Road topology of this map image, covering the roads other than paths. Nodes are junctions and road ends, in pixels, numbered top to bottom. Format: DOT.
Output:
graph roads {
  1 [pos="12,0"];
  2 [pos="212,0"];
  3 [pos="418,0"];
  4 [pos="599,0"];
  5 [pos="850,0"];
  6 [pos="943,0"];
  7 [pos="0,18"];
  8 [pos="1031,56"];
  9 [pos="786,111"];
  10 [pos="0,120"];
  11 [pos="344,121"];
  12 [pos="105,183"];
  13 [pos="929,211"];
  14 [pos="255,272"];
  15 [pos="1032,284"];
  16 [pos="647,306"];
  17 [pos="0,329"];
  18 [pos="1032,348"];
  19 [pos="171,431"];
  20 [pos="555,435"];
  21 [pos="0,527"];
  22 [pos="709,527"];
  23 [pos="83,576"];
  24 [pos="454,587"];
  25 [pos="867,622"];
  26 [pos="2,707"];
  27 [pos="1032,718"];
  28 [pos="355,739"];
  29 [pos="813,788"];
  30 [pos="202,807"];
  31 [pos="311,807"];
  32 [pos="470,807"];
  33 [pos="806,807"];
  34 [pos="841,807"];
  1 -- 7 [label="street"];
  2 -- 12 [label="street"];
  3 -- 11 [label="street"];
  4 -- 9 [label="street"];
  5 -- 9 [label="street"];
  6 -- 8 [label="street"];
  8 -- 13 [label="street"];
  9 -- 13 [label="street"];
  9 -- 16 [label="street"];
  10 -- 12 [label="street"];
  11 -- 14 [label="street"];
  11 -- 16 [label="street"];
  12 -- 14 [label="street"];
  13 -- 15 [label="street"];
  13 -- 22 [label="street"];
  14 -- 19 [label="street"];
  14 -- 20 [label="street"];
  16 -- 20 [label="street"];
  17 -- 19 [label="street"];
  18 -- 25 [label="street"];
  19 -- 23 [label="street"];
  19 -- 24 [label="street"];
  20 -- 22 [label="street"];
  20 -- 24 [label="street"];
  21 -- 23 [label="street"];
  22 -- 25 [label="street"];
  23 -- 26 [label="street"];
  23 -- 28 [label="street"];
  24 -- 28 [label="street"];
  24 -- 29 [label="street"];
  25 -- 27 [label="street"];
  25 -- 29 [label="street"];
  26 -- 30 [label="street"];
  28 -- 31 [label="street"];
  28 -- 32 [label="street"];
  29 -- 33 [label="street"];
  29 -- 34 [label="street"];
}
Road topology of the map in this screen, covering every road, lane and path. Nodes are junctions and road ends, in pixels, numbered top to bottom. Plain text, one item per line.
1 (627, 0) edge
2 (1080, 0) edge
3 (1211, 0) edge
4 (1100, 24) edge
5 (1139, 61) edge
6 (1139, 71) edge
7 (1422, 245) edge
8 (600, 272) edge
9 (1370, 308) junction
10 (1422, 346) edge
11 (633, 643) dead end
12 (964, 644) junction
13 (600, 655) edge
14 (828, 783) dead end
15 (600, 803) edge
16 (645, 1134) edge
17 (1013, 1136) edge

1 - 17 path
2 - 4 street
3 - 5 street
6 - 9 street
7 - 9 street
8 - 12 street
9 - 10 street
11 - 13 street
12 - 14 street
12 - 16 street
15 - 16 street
----
What you have to do
Your task is to transcribe the material, which must come out exactly as written.

Answer to this problem
Road topology of this map image, covering the roads other than paths. Nodes are junctions and road ends, in pixels, numbered top to bottom. Format: DOT.
Output:
graph roads {
  1 [pos="12,0"];
  2 [pos="212,0"];
  3 [pos="418,0"];
  4 [pos="599,0"];
  5 [pos="850,0"];
  6 [pos="943,0"];
  7 [pos="0,18"];
  8 [pos="1031,56"];
  9 [pos="786,111"];
  10 [pos="0,120"];
  11 [pos="344,121"];
  12 [pos="105,183"];
  13 [pos="929,211"];
  14 [pos="255,272"];
  15 [pos="1032,284"];
  16 [pos="647,306"];
  17 [pos="0,329"];
  18 [pos="1032,348"];
  19 [pos="171,431"];
  20 [pos="555,435"];
  21 [pos="0,527"];
  22 [pos="709,527"];
  23 [pos="83,576"];
  24 [pos="454,587"];
  25 [pos="867,622"];
  26 [pos="2,707"];
  27 [pos="1032,718"];
  28 [pos="355,739"];
  29 [pos="813,788"];
  30 [pos="202,807"];
  31 [pos="311,807"];
  32 [pos="470,807"];
  33 [pos="806,807"];
  34 [pos="841,807"];
  1 -- 7 [label="street"];
  2 -- 12 [label="street"];
  3 -- 11 [label="street"];
  4 -- 9 [label="street"];
  5 -- 9 [label="street"];
  6 -- 8 [label="street"];
  8 -- 13 [label="street"];
  9 -- 13 [label="street"];
  9 -- 16 [label="street"];
  10 -- 12 [label="street"];
  11 -- 14 [label="street"];
  11 -- 16 [label="street"];
  12 -- 14 [label="street"];
  13 -- 15 [label="street"];
  13 -- 22 [label="street"];
  14 -- 19 [label="street"];
  14 -- 20 [label="street"];
  16 -- 20 [label="street"];
  17 -- 19 [label="street"];
  18 -- 25 [label="street"];
  19 -- 23 [label="street"];
  19 -- 24 [label="street"];
  20 -- 22 [label="street"];
  20 -- 24 [label="street"];
  21 -- 23 [label="street"];
  22 -- 25 [label="street"];
  23 -- 26 [label="street"];
  23 -- 28 [label="street"];
  24 -- 28 [label="street"];
  24 -- 29 [label="street"];
  25 -- 27 [label="street"];
  25 -- 29 [label="street"];
  26 -- 30 [label="street"];
  28 -- 31 [label="street"];
  28 -- 32 [label="street"];
  29 -- 33 [label="street"];
  29 -- 34 [label="street"];
}
Road topology of the map in this screen, covering every road, lane and path. Nodes are junctions and road ends, in pixels, numbered top to bottom. Plain text, one item per line.
1 (627, 0) edge
2 (1080, 0) edge
3 (1211, 0) edge
4 (1100, 24) edge
5 (1139, 61) edge
6 (1139, 71) edge
7 (1422, 245) edge
8 (600, 272) edge
9 (1370, 308) junction
10 (1422, 346) edge
11 (633, 643) dead end
12 (964, 644) junction
13 (600, 655) edge
14 (828, 783) dead end
15 (600, 803) edge
16 (645, 1134) edge
17 (1013, 1136) edge

1 - 17 path
2 - 4 street
3 - 5 street
6 - 9 street
7 - 9 street
8 - 12 street
9 - 10 street
11 - 13 street
12 - 14 street
12 - 16 street
15 - 16 street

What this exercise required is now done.